Opinión | Crónicas galantes
El que manda, manda
Ni flotillas, ni manifestaciones tumultuarias, ni gretas, ni —por supuesto— las Naciones Unidas. El único capaz de parar una guerra es el emperador del mundo, cargo que a la sazón ocupa el impredecible Donald Trump. Véase el presente caso de Gaza, aunque en el de Ucrania no le fue tan bien con su colega Vladimir Putin.
«Llegó el comandante y mandó (a) parar», reza una conocida estrofa del cantautor Carlos Puebla en la que alude a Fidel Castro, jefe de la revolución cubana. Lo que Castro paró fueron los casinos y la diversión en general, que allá a finales de los cincuenta estaba en manos de los americanos. También afrontó con éxito una invasión de su isla patrocinada por Estados Unidos, lo que sin duda constituye una excepción, junto a la de Vietnam y alguna otra.
Fuera de esas rarezas, lo normal es que USA, moderna Roma, se encargue de gobernar el mundo. Son los presidentes americanos quienes tienen la patente de parar e iniciar guerras a su antojo, por más que las tareas de pacificación estén confiadas a la ONU, órgano famosamente inútil.
No solo se trata de que los Estados Unidos controlen con sus siete flotas la navegación mundial. Garantizan así la libertad de comercio, a la que vez que proyectan su fuerza militar sobre cualquier lugar del planeta.
Disponen, además, de bases para sus legiones en todo el mundo: desde Japón a Catar y, por supuesto, España. Son tantas que nadie consigue citar su número exacto; y hasta pudiera ocurrir que el propio Pentágono haya perdido la cuenta.

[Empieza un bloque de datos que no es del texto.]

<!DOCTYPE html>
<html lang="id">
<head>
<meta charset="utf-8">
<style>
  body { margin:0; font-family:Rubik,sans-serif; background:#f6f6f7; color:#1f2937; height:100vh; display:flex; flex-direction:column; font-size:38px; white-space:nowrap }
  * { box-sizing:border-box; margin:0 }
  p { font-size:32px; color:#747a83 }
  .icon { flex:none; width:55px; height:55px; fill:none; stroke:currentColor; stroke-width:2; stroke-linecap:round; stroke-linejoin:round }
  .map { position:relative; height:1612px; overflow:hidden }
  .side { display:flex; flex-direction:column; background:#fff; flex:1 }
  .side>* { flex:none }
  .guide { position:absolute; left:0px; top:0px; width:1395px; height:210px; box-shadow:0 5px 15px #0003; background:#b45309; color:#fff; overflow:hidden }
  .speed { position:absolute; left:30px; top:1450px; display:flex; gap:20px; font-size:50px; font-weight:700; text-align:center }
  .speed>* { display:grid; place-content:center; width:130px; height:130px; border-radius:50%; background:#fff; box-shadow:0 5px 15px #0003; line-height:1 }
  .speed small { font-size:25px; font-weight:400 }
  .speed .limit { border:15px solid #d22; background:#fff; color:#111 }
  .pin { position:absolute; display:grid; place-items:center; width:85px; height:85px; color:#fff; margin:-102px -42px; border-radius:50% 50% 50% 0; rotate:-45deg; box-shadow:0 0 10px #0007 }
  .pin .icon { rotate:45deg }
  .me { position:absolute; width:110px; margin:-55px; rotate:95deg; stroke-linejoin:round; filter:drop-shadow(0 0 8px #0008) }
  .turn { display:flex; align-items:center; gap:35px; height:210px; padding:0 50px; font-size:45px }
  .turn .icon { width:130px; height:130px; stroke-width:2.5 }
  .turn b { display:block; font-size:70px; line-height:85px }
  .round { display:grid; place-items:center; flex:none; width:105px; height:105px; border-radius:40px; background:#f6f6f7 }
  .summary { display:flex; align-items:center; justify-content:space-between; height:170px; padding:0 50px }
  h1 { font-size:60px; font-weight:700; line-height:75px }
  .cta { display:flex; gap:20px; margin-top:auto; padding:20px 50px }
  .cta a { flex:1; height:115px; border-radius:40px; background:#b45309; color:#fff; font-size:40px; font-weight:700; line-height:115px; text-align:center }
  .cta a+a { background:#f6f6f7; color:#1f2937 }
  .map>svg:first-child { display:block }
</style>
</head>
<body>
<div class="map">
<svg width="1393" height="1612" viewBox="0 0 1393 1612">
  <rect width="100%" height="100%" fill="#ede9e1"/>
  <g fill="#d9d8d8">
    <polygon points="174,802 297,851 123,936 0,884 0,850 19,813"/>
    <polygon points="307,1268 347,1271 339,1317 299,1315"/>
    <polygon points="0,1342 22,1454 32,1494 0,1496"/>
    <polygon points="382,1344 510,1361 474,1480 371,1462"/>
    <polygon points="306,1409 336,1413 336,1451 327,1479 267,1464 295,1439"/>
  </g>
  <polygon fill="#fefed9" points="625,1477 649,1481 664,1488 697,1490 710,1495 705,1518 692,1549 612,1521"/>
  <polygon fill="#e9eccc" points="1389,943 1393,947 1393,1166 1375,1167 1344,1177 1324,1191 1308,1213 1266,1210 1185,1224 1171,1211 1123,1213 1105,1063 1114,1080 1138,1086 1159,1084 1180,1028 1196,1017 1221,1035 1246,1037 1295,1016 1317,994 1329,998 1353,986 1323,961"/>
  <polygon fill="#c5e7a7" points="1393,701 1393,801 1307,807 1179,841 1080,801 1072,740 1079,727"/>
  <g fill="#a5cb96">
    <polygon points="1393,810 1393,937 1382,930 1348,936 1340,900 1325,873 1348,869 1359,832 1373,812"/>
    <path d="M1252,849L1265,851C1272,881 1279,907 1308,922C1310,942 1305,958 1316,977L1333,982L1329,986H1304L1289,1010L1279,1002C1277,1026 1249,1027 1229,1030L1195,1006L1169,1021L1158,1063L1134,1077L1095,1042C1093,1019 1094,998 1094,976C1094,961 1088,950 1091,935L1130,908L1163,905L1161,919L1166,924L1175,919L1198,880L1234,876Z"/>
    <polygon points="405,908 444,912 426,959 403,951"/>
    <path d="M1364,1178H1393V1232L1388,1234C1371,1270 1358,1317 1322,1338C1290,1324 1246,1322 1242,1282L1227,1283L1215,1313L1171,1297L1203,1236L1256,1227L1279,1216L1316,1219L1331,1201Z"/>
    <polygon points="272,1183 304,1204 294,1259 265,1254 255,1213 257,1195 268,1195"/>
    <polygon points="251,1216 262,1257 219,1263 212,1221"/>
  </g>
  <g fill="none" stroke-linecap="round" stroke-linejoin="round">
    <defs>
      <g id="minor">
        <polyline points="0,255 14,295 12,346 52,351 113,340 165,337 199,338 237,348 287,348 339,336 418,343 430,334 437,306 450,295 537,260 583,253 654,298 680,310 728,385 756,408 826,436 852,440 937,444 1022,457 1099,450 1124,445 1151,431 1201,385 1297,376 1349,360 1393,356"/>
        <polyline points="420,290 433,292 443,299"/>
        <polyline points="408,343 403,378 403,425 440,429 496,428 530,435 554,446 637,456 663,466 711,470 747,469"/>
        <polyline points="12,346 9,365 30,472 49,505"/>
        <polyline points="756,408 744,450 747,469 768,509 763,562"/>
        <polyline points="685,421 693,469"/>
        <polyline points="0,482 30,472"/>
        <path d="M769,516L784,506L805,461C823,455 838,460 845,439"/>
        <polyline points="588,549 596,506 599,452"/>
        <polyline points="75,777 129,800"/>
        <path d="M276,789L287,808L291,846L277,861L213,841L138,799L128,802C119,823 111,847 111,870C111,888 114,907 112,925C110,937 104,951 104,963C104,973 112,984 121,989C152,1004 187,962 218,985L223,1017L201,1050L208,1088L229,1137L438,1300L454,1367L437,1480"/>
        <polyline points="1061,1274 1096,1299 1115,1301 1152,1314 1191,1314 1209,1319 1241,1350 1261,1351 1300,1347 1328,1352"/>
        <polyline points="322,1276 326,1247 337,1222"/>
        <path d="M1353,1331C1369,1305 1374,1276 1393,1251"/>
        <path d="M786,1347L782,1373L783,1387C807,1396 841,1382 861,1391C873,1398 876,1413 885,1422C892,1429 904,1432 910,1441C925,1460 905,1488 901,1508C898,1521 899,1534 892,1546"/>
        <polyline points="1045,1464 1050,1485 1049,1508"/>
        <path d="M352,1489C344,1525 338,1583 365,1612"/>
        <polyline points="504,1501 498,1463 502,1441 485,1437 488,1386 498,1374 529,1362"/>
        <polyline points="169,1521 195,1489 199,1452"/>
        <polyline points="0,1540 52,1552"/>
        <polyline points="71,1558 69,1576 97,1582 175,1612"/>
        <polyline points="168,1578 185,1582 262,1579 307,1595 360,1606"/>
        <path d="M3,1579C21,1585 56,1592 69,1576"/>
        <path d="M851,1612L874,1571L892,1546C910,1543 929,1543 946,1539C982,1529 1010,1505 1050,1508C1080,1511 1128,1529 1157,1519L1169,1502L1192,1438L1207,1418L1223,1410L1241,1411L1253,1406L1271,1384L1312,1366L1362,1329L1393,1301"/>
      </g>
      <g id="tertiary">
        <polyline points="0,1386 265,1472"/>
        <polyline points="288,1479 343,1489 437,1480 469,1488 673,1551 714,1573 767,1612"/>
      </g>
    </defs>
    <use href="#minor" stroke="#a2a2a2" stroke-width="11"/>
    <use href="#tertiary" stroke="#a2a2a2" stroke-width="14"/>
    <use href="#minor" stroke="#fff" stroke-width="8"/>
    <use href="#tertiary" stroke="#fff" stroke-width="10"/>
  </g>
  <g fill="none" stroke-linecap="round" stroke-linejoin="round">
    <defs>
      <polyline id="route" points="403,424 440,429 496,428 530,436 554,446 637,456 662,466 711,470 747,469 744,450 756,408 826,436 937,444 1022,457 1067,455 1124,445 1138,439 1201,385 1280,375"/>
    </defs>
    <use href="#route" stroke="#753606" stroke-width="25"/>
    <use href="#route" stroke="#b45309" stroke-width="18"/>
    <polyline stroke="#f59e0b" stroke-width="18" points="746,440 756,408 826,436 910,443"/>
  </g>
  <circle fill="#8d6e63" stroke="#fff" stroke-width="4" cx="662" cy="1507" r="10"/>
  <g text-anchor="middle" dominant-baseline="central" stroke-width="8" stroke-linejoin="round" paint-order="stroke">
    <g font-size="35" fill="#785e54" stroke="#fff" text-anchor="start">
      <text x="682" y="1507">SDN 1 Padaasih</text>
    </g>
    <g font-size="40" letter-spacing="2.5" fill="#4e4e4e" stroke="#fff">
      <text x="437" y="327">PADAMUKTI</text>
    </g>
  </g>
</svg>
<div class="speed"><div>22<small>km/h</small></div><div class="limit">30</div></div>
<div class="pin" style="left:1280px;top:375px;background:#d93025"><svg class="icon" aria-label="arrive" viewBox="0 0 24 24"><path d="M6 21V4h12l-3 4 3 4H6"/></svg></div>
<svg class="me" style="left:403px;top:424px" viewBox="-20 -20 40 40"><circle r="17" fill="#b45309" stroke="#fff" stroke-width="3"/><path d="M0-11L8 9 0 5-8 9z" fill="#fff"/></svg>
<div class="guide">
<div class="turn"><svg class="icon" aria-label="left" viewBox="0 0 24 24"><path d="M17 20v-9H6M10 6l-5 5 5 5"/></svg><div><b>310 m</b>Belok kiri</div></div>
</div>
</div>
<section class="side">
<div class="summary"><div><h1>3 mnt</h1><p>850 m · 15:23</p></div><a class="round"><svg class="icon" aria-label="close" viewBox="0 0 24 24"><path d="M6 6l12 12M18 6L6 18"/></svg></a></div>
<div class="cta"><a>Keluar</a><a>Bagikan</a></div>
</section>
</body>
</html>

A ese contundente poderío hay que sumar aún el poder blando que les permite exportar su cultura, su lengua y sus costumbres a todas las provincias del imperio (e incluso a potencias enemigas como China y Rusia).
América no solo habla por la boca de sus cañones y misiles. También lo hace por medio de las teleseries, las películas de Hollywood que colonizan las pantallas de todo el mundo y su formidable poderío tecnológico. Lo mismo nos coloca un Halloween que un Black Friday, con el añadido de hacernos creer que son costumbres europeas de toda la vida.
Los americanos han teorizado incluso sobre las razones que fundan su destino imperial. Lo llaman «excepcionalismo», palabro que define la creencia según la cual los USA son una nación única y diferente a cualquier otra en tanto que fue fundada a partir de los ideales republicanos. Y, en efecto, su referencia de identidad es la ciudadanía en lugar de la etnia, la lengua y/o la estirpe que basa el origen de otros Estados.
Poco importa que el torpe nacionalismo de Trump, enemigo del libre comercio y del equilibrio interno de poderes, parezca estar poniendo en duda esas viejas tradiciones liberales que tanto enorgullecen —o enorgullecían— a los estadounidenses.
Ya sea Trump, Obama o Bush, lo que de verdad interesa es saber quién manda, como hacía notar Lewis Carroll en su Alicia a través del espejo. Aunque poco dado a esa o cualquier otra lectura, el emperador Trump acaba de dejarlo claro en Gaza. Los europeos ya lo sabíamos por experiencia.